Emergency personnel from the U.S. Air Force 380th Air Expeditionary Wing (AEW) executed a large, first-responder exercise at Al Dhafra Air Base (ADAB), United Arab Emirates.

A variety of agencies including medics, firefighters and security-forces defenders participated in the exercise to test their readiness, knowledge of emergency procedures and interagency cooperation amongst the wing’s first responders.

“Today was all about ensuring our medics knew where they fit in with the larger response system,” said Col. James Chambers, 380th AEW Medical Group commander. “Our medics were literally working hand-in-hand with security forces and the fire department EMTs to find, triage patients and litter-carry them wherever needed.”

Additionally, the exercise helped foster partnership with the United Arab Emirates’ Air Force Joint Aviation Command (UAEAF JAC) to practice a medical evacuation scenario via helicopter. Working alongside the UAEAF JAC tested a critical relationship to ensure unified operations in a real-world scenario.

Tech. Sgt. Brett Randall, 380th Expeditionary Medical Group independent duty medical technician, applies a tourniquet during a large first responder exercise at Al Dhafra Air Base, United Arab Emirates. All images: U.S. Air Force photo by Staff Sgt. Chris Thornbury

“Our teams demonstrated creativity and flexibility in meeting both scripted challenges as well as real-world ones,” said Chambers. “Exercising what’s being planned simultaneously builds confidence and exposes challenges – both are needed and both occurred today.”

Agencies were able to game plan response procedures, evaluate their effectiveness, overcome potential roadblocks and ultimately prepare for real-world scenarios to save lives. Teams of first responders were specifically able to simulate triage processes for moulage patients, on-scene medical care, as well as medical evacuation capabilities.

“The exercise let people know how to operate in a controlled chaos environment,” said Tech. Sgt. William Coyle, 380th Expeditionary Civil Engineer Squadron firefighter. “The goal is to control the chaos and move through it. You will always get the best results when you do that.”

As an Air Force Reservist, Coyle is also a firefighter in his civilian duties in the U.S., and said he was able to implement training from the outside into the exercise as well.
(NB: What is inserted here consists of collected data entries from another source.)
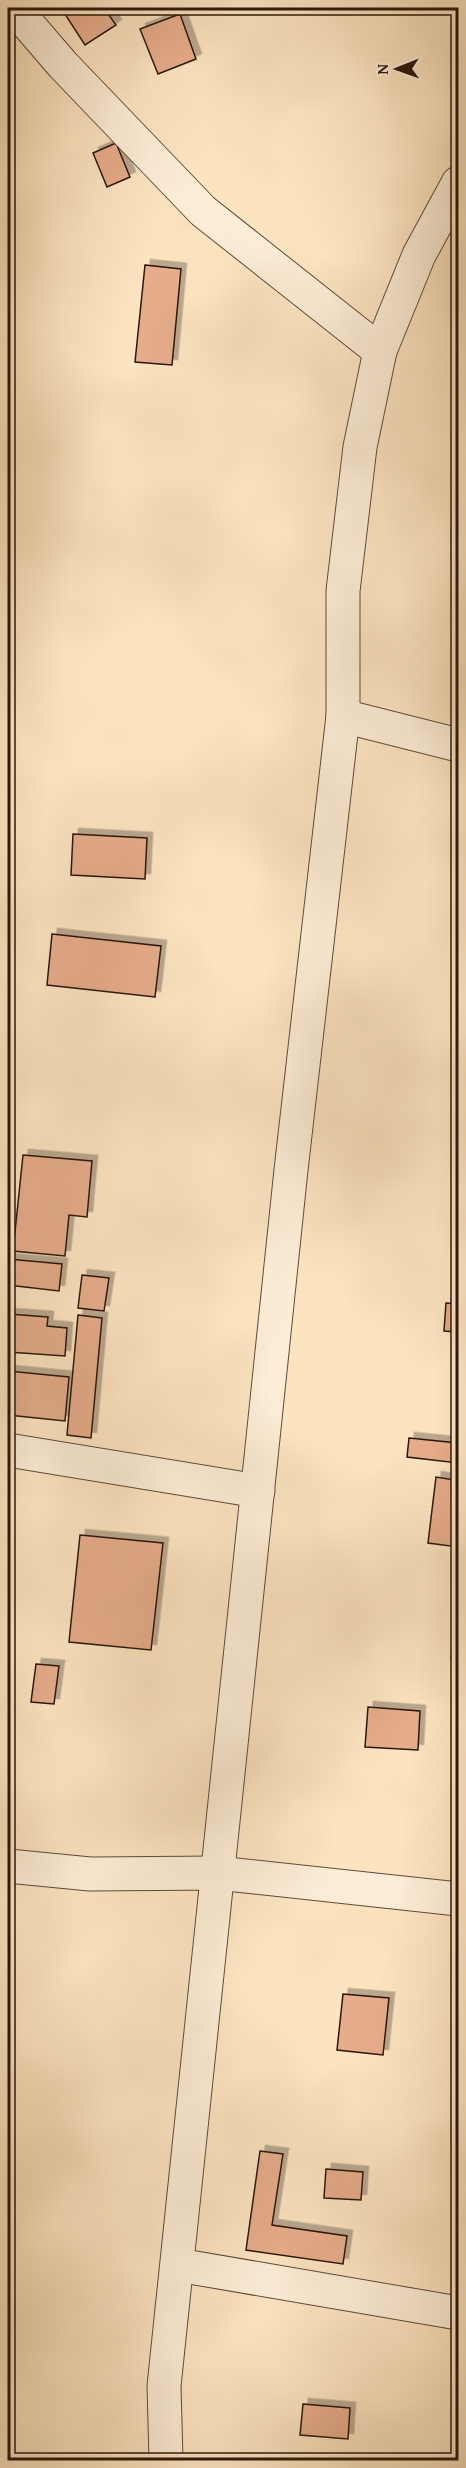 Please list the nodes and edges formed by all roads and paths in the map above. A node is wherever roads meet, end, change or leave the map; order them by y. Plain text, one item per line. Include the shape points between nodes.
1 (14, 8) edge
2 (459, 183) edge
3 (380, 351) junction
4 (343, 716) junction
5 (459, 745) edge
6 (8, 1450) edge
7 (258, 1491) junction
8 (8, 1866) edge
9 (219, 1873) junction
10 (459, 1899) edge
11 (178, 2265) junction
12 (459, 2313) edge
13 (166, 2460) edge

1 - 3 street via 203,211
2 - 3 street via 419,255
3 - 4 street via 360,447 343,591
4 - 5 street
4 - 7 street
6 - 7 street
7 - 9 street
8 - 9 street via 90,1874
9 - 10 street
9 - 11 street
11 - 12 street
11 - 13 street via 164,2386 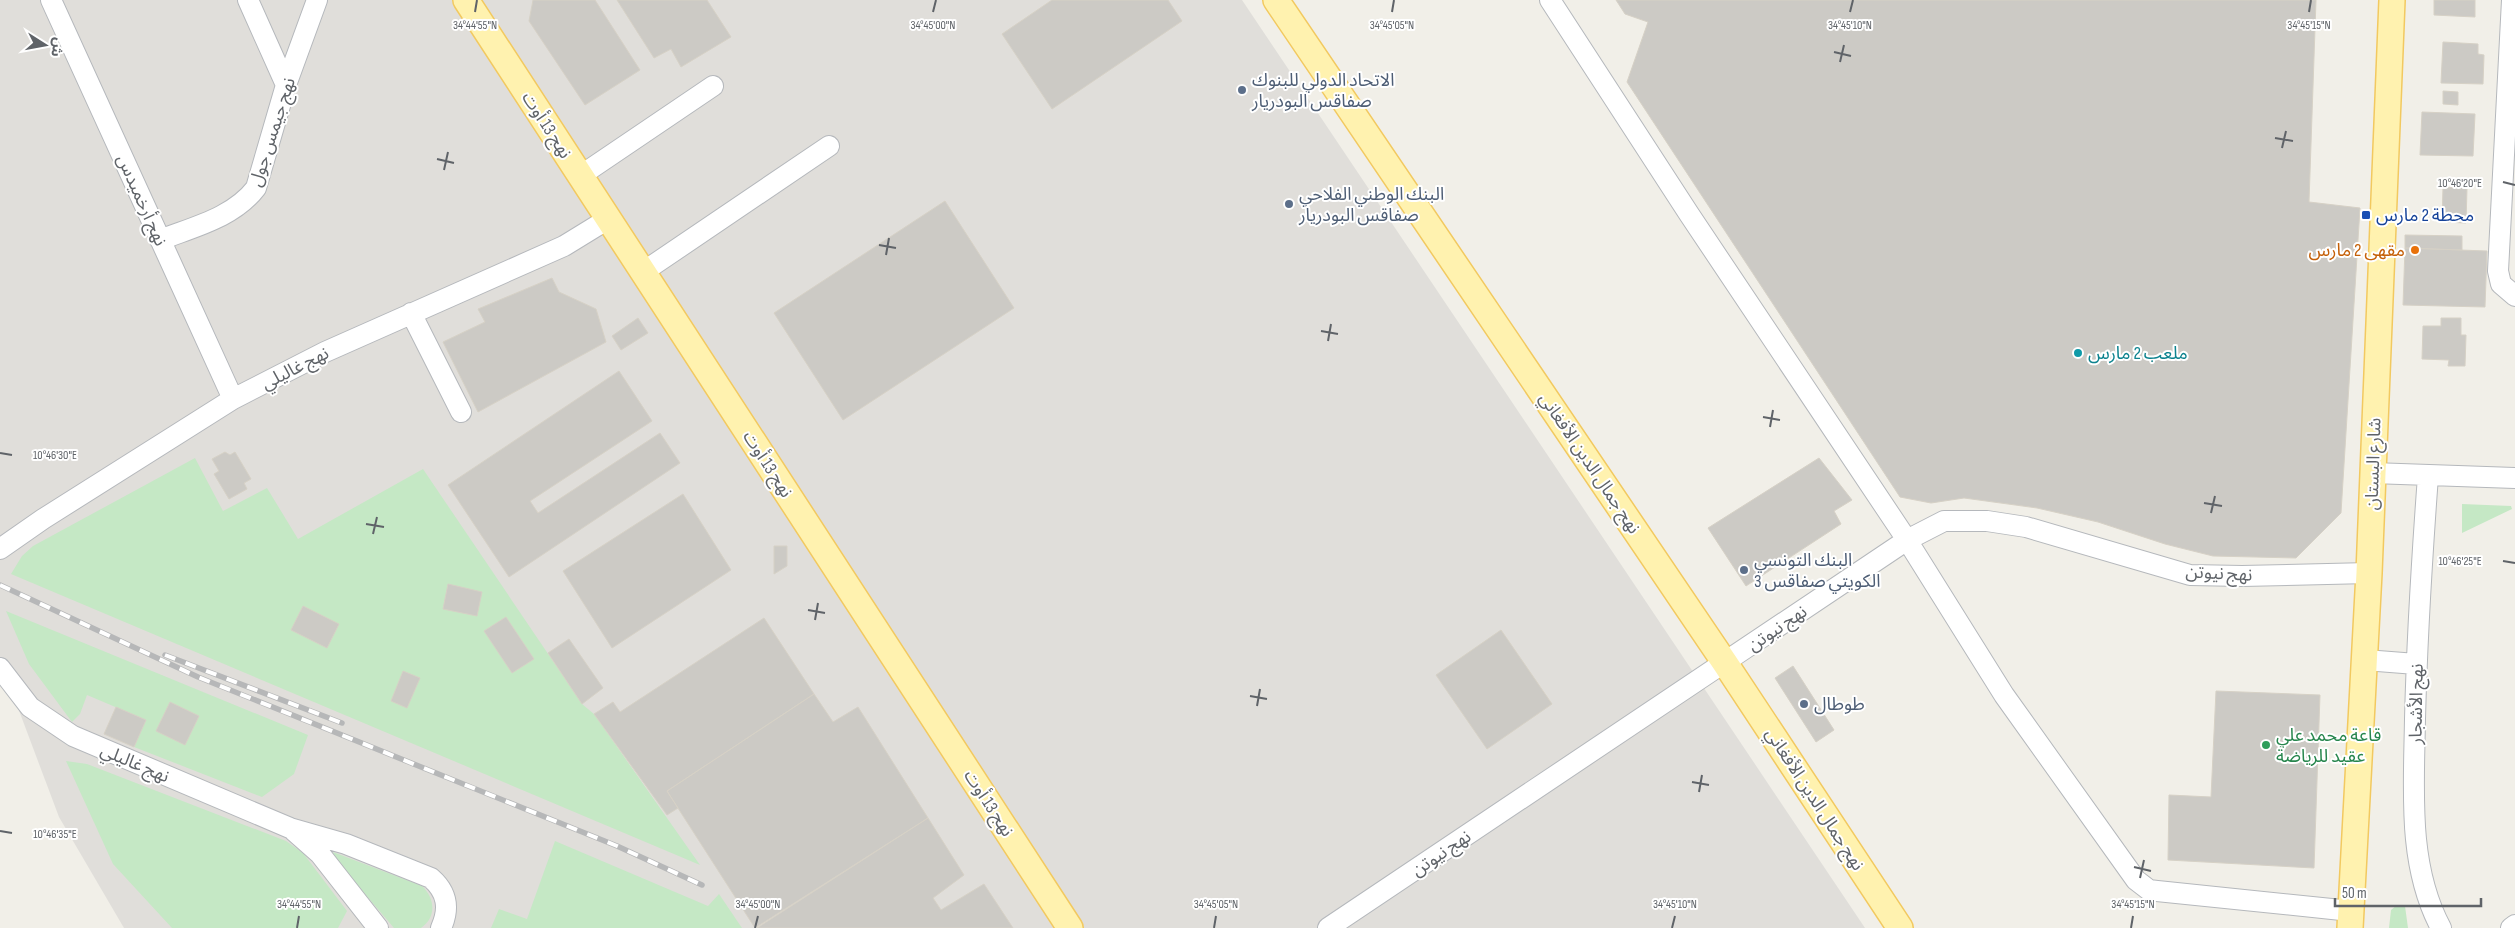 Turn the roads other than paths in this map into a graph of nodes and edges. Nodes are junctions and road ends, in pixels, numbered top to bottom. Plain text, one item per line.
1 (51, 0) edge
2 (248, 0) edge
3 (317, 0) edge
4 (466, 0) edge
5 (1276, 0) edge
6 (1550, 0) edge
7 (2392, 0) edge
8 (2512, 0) edge
9 (286, 85) junction
10 (713, 86) dead end
11 (2511, 93) edge
12 (829, 146) dead end
13 (580, 176) junction
14 (608, 219) junction
15 (160, 240) junction
16 (643, 272) junction
17 (2515, 296) edge
18 (411, 313) junction
19 (233, 399) junction
20 (461, 412) dead end
21 (2372, 473) junction
22 (2428, 476) junction
23 (2515, 478) edge
24 (1907, 540) junction
25 (0, 549) edge
26 (2369, 573) junction
27 (2365, 660) junction
28 (1726, 663) junction
29 (2416, 664) junction
30 (0, 668) edge
31 (290, 828) junction
32 (2351, 920) edge
33 (2515, 925) edge
34 (378, 928) edge
35 (441, 928) edge
36 (1070, 928) edge
37 (1328, 928) edge
38 (1900, 928) edge
39 (2441, 928) edge
40 (2511, 928) edge

1 - 15 street, نهج أرخميدس
2 - 9 street
3 - 9 street, نهج جيمس جول
4 - 13 main road, نهج 13 أوت
5 - 28 main road, نهج جمال الدين الأفغاني
6 - 24 street
7 - 21 main road, شارع البستان
8 - 11 street
9 - 15 street, نهج جيمس جول
10 - 13 street
11 - 17 street
12 - 16 street
13 - 14 main road, نهج 13 أوت
14 - 16 main road, نهج 13 أوت
14 - 18 street, نهج غاليلي
15 - 19 street, نهج أرخميدس
16 - 36 main road, نهج 13 أوت
18 - 19 street, نهج غاليلي
18 - 20 street
19 - 25 street, نهج غاليلي
21 - 22 street
21 - 26 main road, شارع البستان
22 - 23 street
22 - 29 street, نهج الأشجار
24 - 26 street, نهج نيوتن
24 - 28 street, نهج نيوتن
24 - 32 street
26 - 27 main road, شارع البستان
27 - 29 street
27 - 32 main road, شارع البستان
28 - 37 street, نهج نيوتن
28 - 38 main road, نهج جمال الدين الأفغاني
29 - 39 street, نهج الأشجار
30 - 31 street, نهج غاليلي
31 - 34 street
31 - 35 street
33 - 40 street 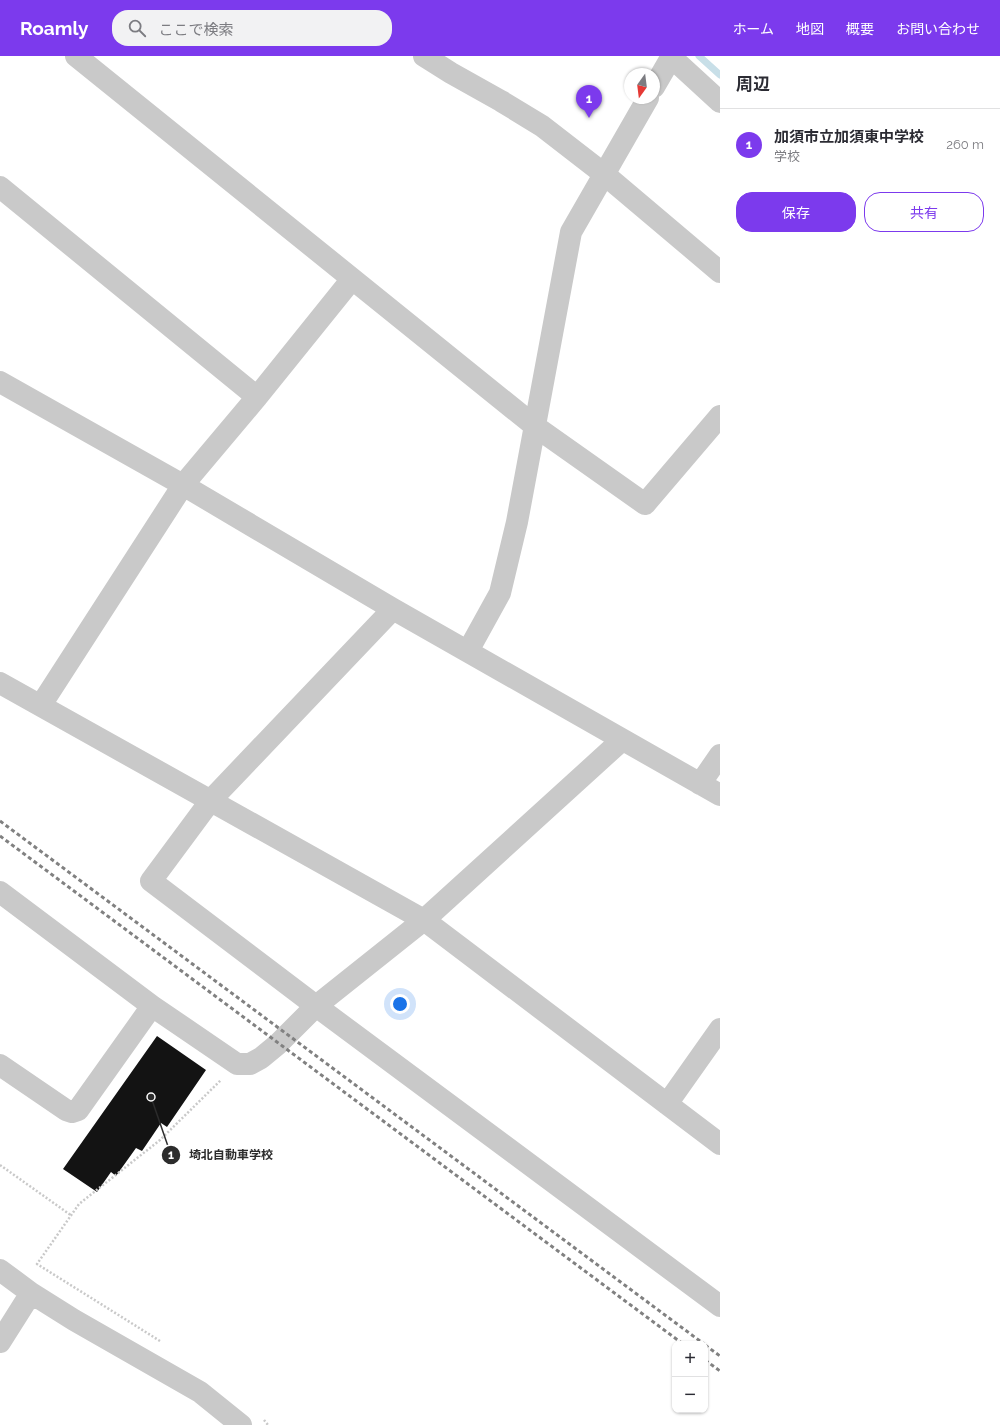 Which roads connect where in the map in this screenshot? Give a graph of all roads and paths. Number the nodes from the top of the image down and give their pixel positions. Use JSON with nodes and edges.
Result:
{"nodes":[{"id":1,"x":76,"y":56,"type":"edge"},
{"id":2,"x":424,"y":56,"type":"edge"},
{"id":3,"x":671,"y":57,"type":"edge"},
{"id":4,"x":660,"y":76,"type":"edge"},
{"id":5,"x":720,"y":102,"type":"edge"},
{"id":6,"x":645,"y":104,"type":"edge"},
{"id":7,"x":604,"y":174,"type":"junction"},
{"id":8,"x":0,"y":187,"type":"edge"},
{"id":9,"x":720,"y":272,"type":"edge"},
{"id":10,"x":352,"y":279,"type":"junction"},
{"id":11,"x":0,"y":382,"type":"edge"},
{"id":12,"x":257,"y":397,"type":"junction"},
{"id":13,"x":720,"y":416,"type":"edge"},
{"id":14,"x":536,"y":427,"type":"junction"},
{"id":15,"x":183,"y":485,"type":"junction"},
{"id":16,"x":393,"y":609,"type":"junction"},
{"id":17,"x":468,"y":651,"type":"junction"},
{"id":18,"x":0,"y":683,"type":"edge"},
{"id":19,"x":41,"y":705,"type":"junction"},
{"id":20,"x":622,"y":740,"type":"junction"},
{"id":21,"x":720,"y":755,"type":"edge"},
{"id":22,"x":700,"y":784,"type":"junction"},
{"id":23,"x":720,"y":795,"type":"edge"},
{"id":24,"x":211,"y":800,"type":"junction"},
{"id":25,"x":0,"y":892,"type":"edge"},
{"id":26,"x":424,"y":920,"type":"junction"},
{"id":27,"x":152,"y":1006,"type":"junction"},
{"id":28,"x":316,"y":1006,"type":"junction"},
{"id":29,"x":720,"y":1029,"type":"edge"},
{"id":30,"x":0,"y":1065,"type":"edge"},
{"id":31,"x":222,"y":1080,"type":"dead end"},
{"id":32,"x":667,"y":1104,"type":"junction"},
{"id":33,"x":720,"y":1144,"type":"edge"},
{"id":34,"x":0,"y":1165,"type":"edge"},
{"id":35,"x":72,"y":1216,"type":"junction"},
{"id":36,"x":0,"y":1270,"type":"edge"},
{"id":37,"x":31,"y":1292,"type":"junction"},
{"id":38,"x":720,"y":1306,"type":"edge"},
{"id":39,"x":0,"y":1342,"type":"edge"},
{"id":40,"x":163,"y":1343,"type":"dead end"},
{"id":41,"x":263,"y":1420,"type":"dead end"},
{"id":42,"x":241,"y":1425,"type":"edge"},
{"id":43,"x":268,"y":1425,"type":"edge"}],
"edges":[{"from":1,"to":10,"type":"street"},
{"from":2,"to":7,"type":"street"},
{"from":3,"to":4,"type":"street"},
{"from":3,"to":5,"type":"street"},
{"from":6,"to":7,"type":"street"},
{"from":7,"to":9,"type":"street"},
{"from":7,"to":14,"type":"street"},
{"from":8,"to":12,"type":"street"},
{"from":10,"to":12,"type":"street"},
{"from":10,"to":14,"type":"street"},
{"from":11,"to":15,"type":"street"},
{"from":12,"to":15,"type":"street"},
{"from":13,"to":14,"type":"street"},
{"from":14,"to":17,"type":"street"},
{"from":15,"to":16,"type":"street"},
{"from":15,"to":19,"type":"street"},
{"from":16,"to":17,"type":"street"},
{"from":16,"to":24,"type":"street"},
{"from":17,"to":20,"type":"street"},
{"from":18,"to":19,"type":"street"},
{"from":19,"to":24,"type":"street"},
{"from":20,"to":22,"type":"street"},
{"from":20,"to":26,"type":"street"},
{"from":21,"to":22,"type":"street"},
{"from":22,"to":23,"type":"street"},
{"from":24,"to":26,"type":"street"},
{"from":24,"to":28,"type":"street"},
{"from":25,"to":27,"type":"street"},
{"from":26,"to":28,"type":"street"},
{"from":26,"to":32,"type":"street"},
{"from":27,"to":28,"type":"street"},
{"from":27,"to":30,"type":"street"},
{"from":28,"to":38,"type":"street"},
{"from":29,"to":32,"type":"street"},
{"from":31,"to":35,"type":"path"},
{"from":32,"to":33,"type":"street"},
{"from":34,"to":35,"type":"path"},
{"from":35,"to":40,"type":"path"},
{"from":36,"to":37,"type":"street"},
{"from":37,"to":39,"type":"street"},
{"from":37,"to":42,"type":"street"},
{"from":41,"to":43,"type":"path"}]}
“When you work as a first responder you don’t have the luxury of accepting mediocrity,” Coyle said. “You have to stay proficient on all your skill sets, because what we do has a direct impact on whether people will live or die.”

The focus of any exercise is to safely respond to the emergency and mitigate impact to the wing and personnel. While there will always be lessons learned along the way, “practice like you play” is even more relevant in exercise scenarios.

“Lessons learned from today’s exercise will inform medical training in future rotations as well as shape personnel and materiel requests from U.S. Central Command,” Chambers said. “Today’s exercise will also help us optimally partner with a future trauma center in UAE to provide the Department of Defense not only improved medical care for ADAB, but potentially for the entire CENTCOM area of responsibility.”

The 380th AEW was able to holistically strengthen the base’s readiness capability and first responder interoperability with host-nation partners.